About 10 miles down the road it hit me! A fuse! Checking under the panel where the money was hidden uncovered only fuses. Now what? Call the police and have them investigate? It was my word against the mechanic. What proof did I have that there was money in there in the first place? Back at the dealership the owner listened to my concerns and expressed doubt that his mechanic would be a thief. We met with the mechanic that did the repairs. He denied seeing any money under that panel. This was a very expensive lesson for me. I didn’t have the time to fool around contacting the sheriff and seeking a warrant for this man’s theft. Besides, he seemed shaken and nervous about the turn of events.
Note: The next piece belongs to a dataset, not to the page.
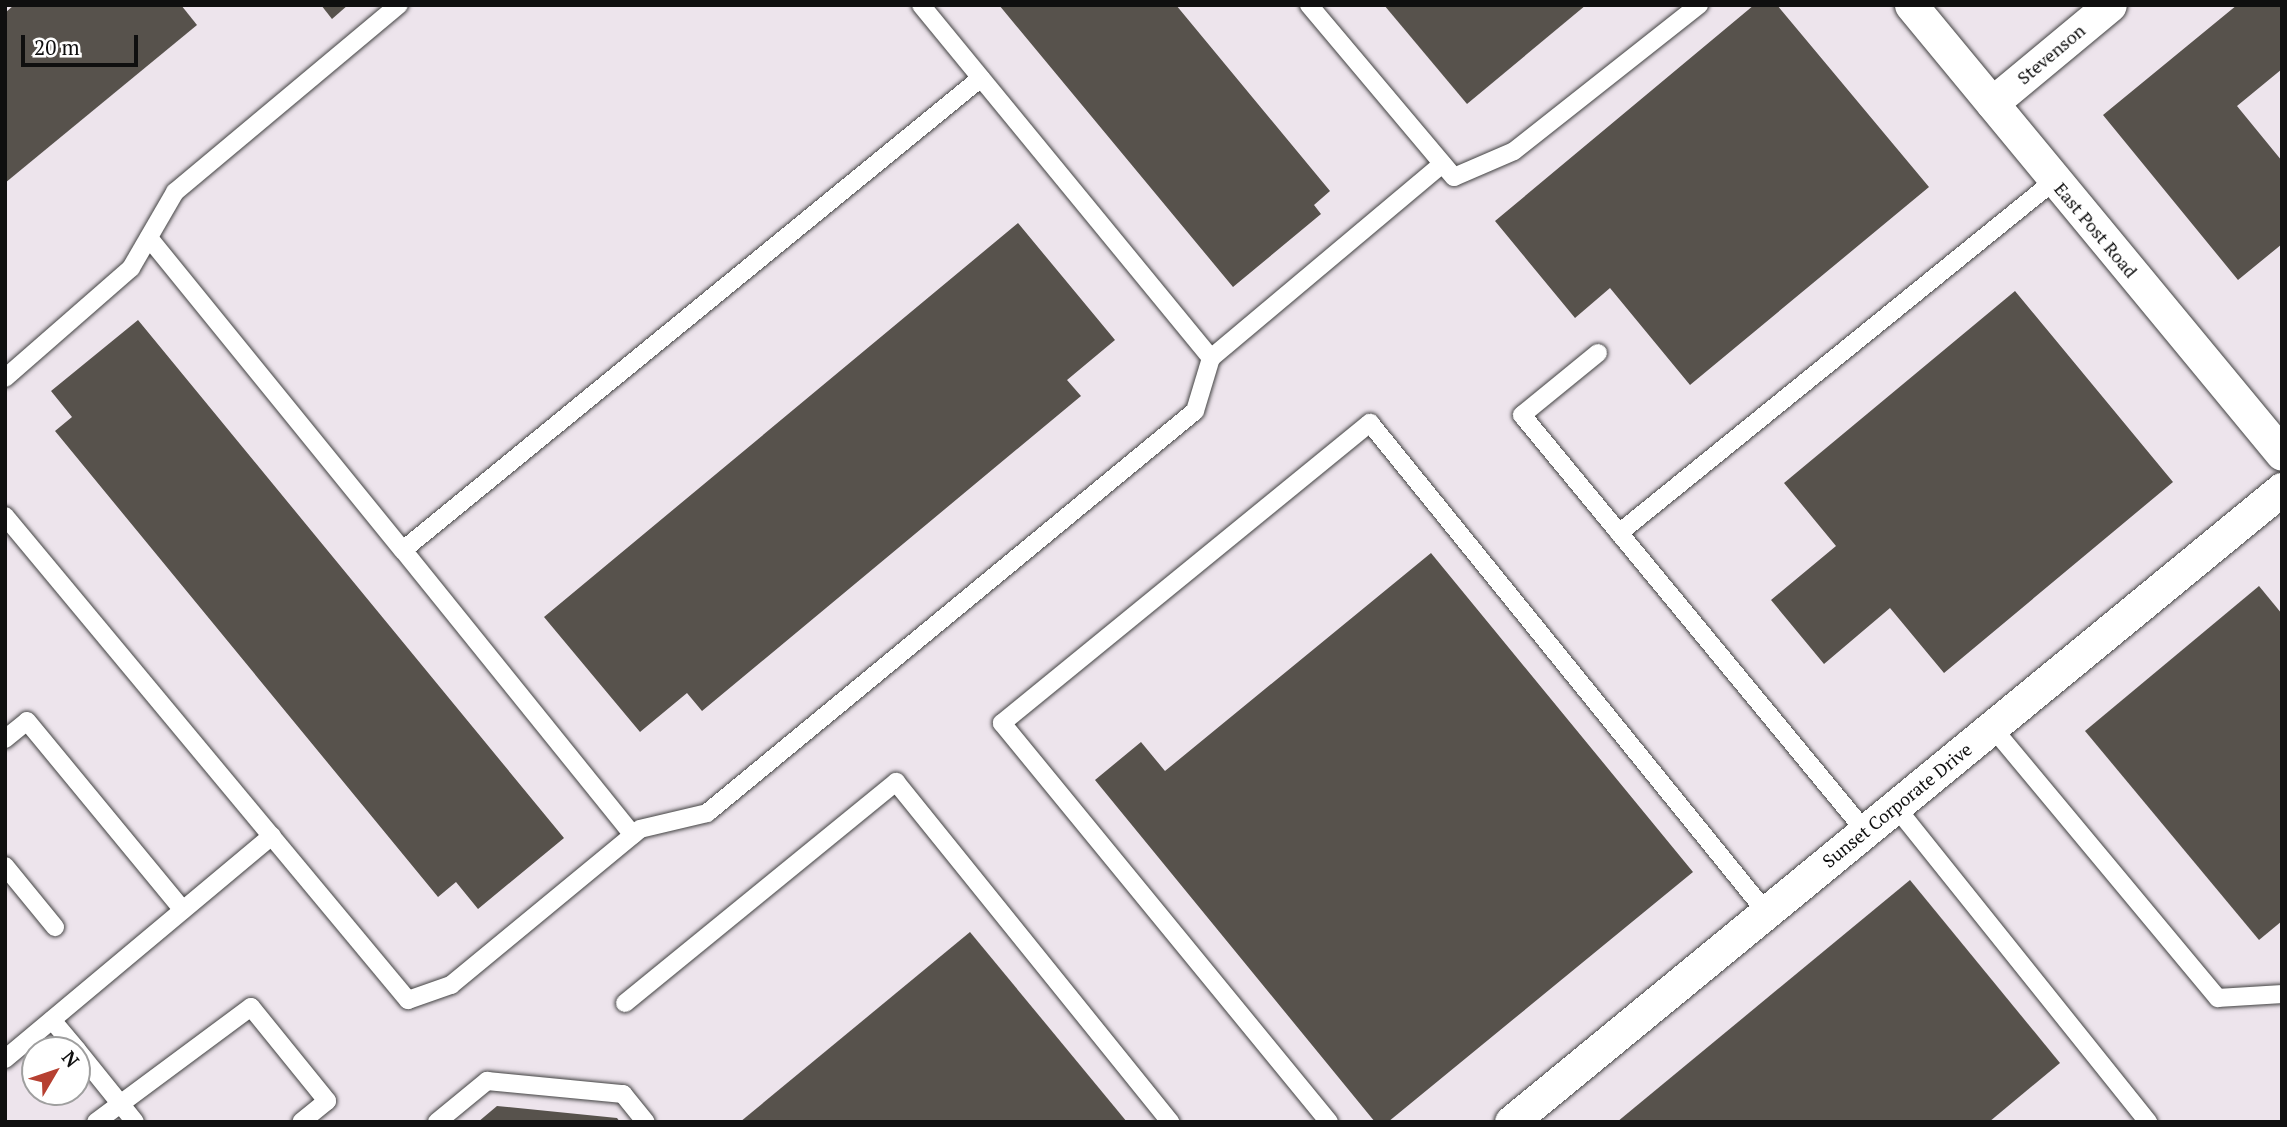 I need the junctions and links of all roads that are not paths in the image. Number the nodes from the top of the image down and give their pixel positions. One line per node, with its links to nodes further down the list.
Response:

I said, “Perhaps the money slipped down below that panel where we couldn’t see it. Would it be possible for him to remove the lower panel and check it out? In the meantime, the owner and I would go up front and get a cup of coffee while we waited. Soon the mechanic came to the lounge and said, “I found it! Just as you suspected, the money had slipped below the panel and here it is.” I thanked him for his assistance and never placed money in that location again. I also learned a valuable lesson about allowing someone to save face. It wasn’t that he was a bad person. The temptation was just too much and when confronted, he felt the pangs of guilt and regret and the possible consequences of discovery. I found a way to allow him to walk through the door that gave him permission to undo the damage and save face. It was a win for both of us. Afterwards, I investigated further and there was no way for the money to slip below the fuse box due to the design of that panel. Had the sheriff been called, it could have had serious repercussions in that mechanic’s life. I didn’t want that.
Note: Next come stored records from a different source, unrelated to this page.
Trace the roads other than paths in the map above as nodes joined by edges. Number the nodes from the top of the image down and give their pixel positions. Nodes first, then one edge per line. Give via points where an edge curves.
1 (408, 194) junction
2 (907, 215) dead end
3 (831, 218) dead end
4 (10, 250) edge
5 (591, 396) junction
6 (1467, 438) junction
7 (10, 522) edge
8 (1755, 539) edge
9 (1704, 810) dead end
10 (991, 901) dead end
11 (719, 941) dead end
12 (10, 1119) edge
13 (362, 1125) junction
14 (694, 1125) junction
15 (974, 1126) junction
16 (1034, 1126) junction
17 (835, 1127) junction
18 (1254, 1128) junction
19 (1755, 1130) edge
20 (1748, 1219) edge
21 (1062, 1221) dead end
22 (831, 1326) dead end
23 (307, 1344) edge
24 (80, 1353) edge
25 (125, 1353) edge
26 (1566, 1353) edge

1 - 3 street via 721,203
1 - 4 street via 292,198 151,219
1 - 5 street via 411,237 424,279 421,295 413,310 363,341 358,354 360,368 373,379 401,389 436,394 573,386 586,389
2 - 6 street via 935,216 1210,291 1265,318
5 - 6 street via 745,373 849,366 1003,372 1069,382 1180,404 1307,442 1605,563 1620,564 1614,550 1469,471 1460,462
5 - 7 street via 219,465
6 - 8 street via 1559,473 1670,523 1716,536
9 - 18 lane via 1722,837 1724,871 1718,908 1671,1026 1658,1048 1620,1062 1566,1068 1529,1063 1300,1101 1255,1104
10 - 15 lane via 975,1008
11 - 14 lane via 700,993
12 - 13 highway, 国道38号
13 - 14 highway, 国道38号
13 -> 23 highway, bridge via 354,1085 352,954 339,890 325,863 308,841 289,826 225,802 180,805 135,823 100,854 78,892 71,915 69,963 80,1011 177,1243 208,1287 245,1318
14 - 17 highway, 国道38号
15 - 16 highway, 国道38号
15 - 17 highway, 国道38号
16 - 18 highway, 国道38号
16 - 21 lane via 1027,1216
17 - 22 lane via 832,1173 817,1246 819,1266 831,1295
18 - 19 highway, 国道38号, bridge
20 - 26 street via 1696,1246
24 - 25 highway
Keep your eyes open to the possibility of a win, win for you and your clients. Particularly in estate planning, it is easy to loose sight of ways that you can enhance your client’s position and at the same time, help your bottom line. Don’t write off a client who walks out the door after your services have been rendered. Look for a creative way to maintain that relationship at a higher level.

We often look outside our client base for business. But how often do we miss the mark and fail to encourage a continued relationship with our existing clients? If you do estate planning for a client, how many of you have an additional service maintenance plan that you offer your clients? For an agreed upon amount, say $500, you offer to do an annual review of your client’s documents with consideration for changes in the law and their circumstances. That fee could cover 5 years of review and each year you could charge $100 against your trust account for those services as earned fees each year providing you with a continued and predictable stream of income.
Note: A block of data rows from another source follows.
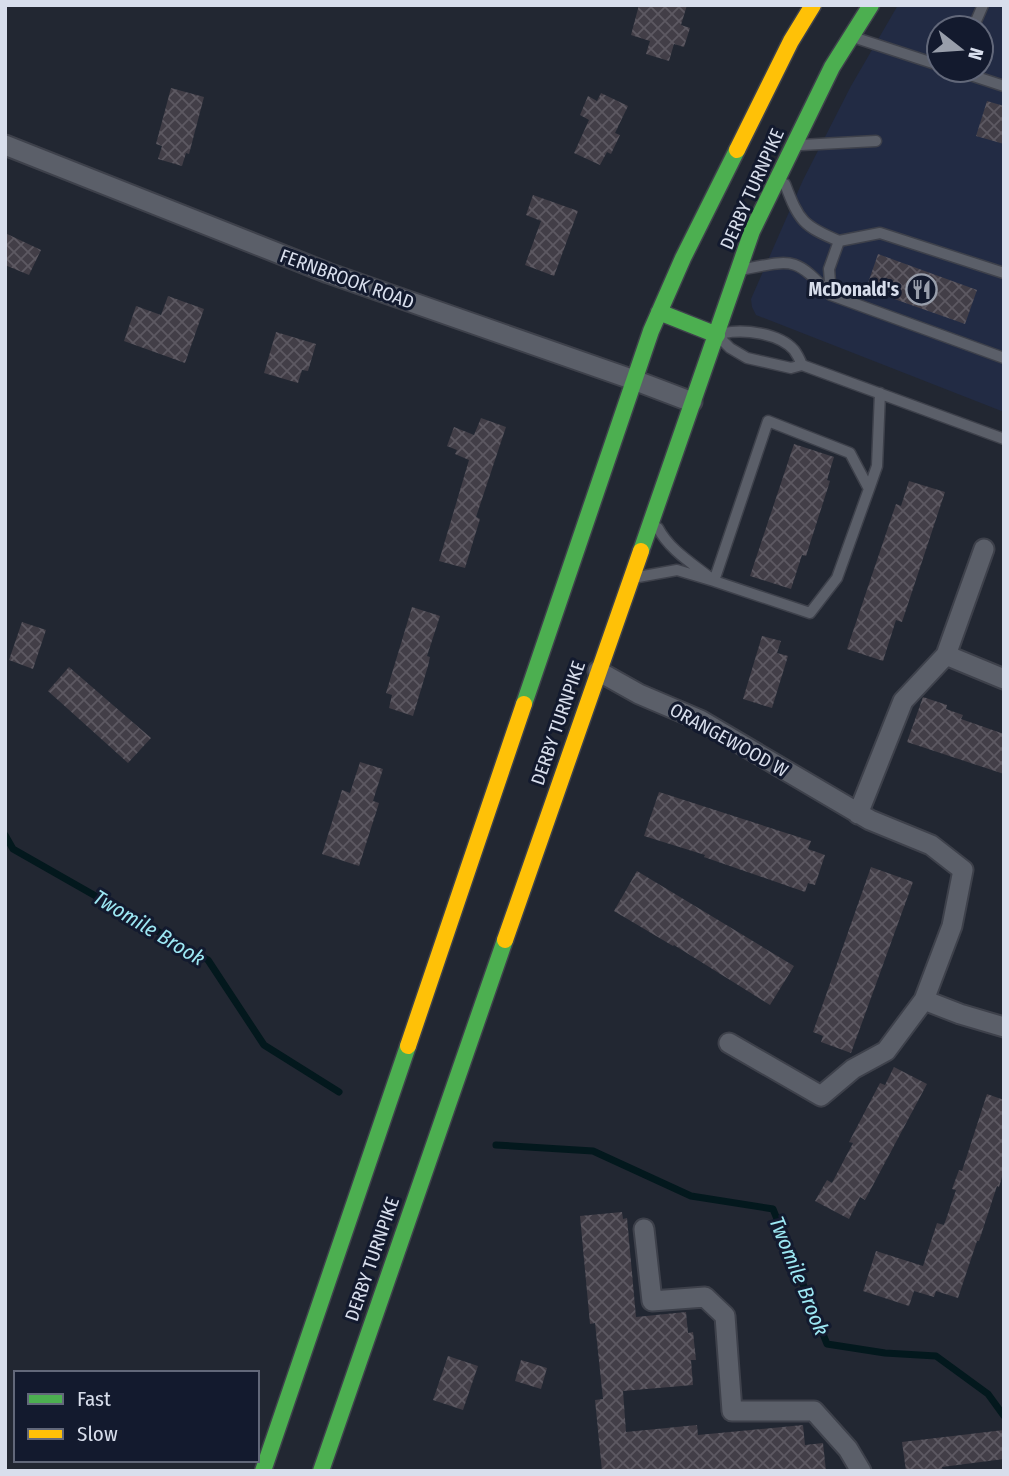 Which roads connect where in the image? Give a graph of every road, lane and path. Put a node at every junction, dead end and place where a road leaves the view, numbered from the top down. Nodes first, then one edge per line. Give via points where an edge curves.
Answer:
1 (813, 5) edge
2 (871, 5) edge
3 (852, 36) junction
4 (925, 60) edge
5 (876, 141) dead end
6 (5, 145) edge
7 (794, 145) junction
8 (780, 173) junction
9 (839, 242) junction
10 (738, 271) junction
11 (1004, 273) edge
12 (831, 295) junction
13 (659, 312) junction
14 (717, 335) junction
15 (1004, 358) edge
16 (802, 365) junction
17 (634, 380) junction
18 (880, 393) junction
19 (692, 402) junction
20 (1004, 439) edge
21 (869, 489) junction
22 (652, 518) junction
23 (984, 549) dead end
24 (631, 579) junction
25 (714, 581) junction
26 (946, 655) junction
27 (598, 671) junction
28 (1004, 679) edge
29 (858, 814) junction
30 (924, 1000) junction
31 (1004, 1027) edge
32 (729, 1043) dead end
33 (644, 1229) dead end
34 (263, 1471) edge
35 (321, 1471) edge
36 (861, 1471) edge

1 - 13 highway, DERBY TURNPIKE via 791,41
2 - 3 highway, DERBY TURNPIKE
3 - 4 lane
3 - 7 highway, DERBY TURNPIKE
5 - 7 lane
6 - 17 street, FERNBROOK ROAD via 328,273
7 - 8 highway, DERBY TURNPIKE
8 - 9 lane via 805,224
8 - 10 highway, DERBY TURNPIKE
9 - 11 lane via 880,233
9 - 12 lane via 829,269
10 - 12 lane via 777,262 794,264 808,271
10 - 14 highway, DERBY TURNPIKE
12 - 15 lane
13 - 14 highway
13 - 17 highway, DERBY TURNPIKE
14 - 16 lane via 747,358 791,368
14 - 16 lane via 738,330 783,341
14 - 19 highway, DERBY TURNPIKE
16 - 18 lane
17 - 19 street, FERNBROOK ROAD
17 - 34 highway, DERBY TURNPIKE
18 - 20 lane
18 - 21 lane via 877,466
19 - 22 highway, DERBY TURNPIKE
21 - 25 lane via 837,578 810,613
21 - 25 lane via 850,453 768,421
22 - 24 highway, DERBY TURNPIKE
22 - 25 lane via 662,537
23 - 26 street
24 - 25 lane via 677,570
24 - 27 highway, DERBY TURNPIKE
26 - 28 street
26 - 29 street via 903,701
27 - 29 street, ORANGEWOOD W via 700,720
27 - 35 highway, DERBY TURNPIKE
29 - 30 street, ORANGEWOOD W via 931,845 963,870 952,926
30 - 31 street
30 - 32 street, ORANGEWOOD W via 886,1051 853,1069 821,1096
33 - 36 street via 652,1301 705,1297 725,1316 732,1411 814,1411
If upon your review, you found it necessary to make changes, those services would be in addition to the fees paid for the annual review. In addition to an annual review, your client’s would be entitled to subscribe to your monthly or quarterly newsletter to help alert them to changes in the law that might affect them. This keeps your firm’s services fresh and on a continuum. You can tailor this program in any way you wish consistent with the rules of your jurisdiction. This type of program helps meet their goals and ensures that their estate plans are properly funded and kept current. The cost for them is reasonable and predictable. For you, it is a continuous and predictable revenue streams as well.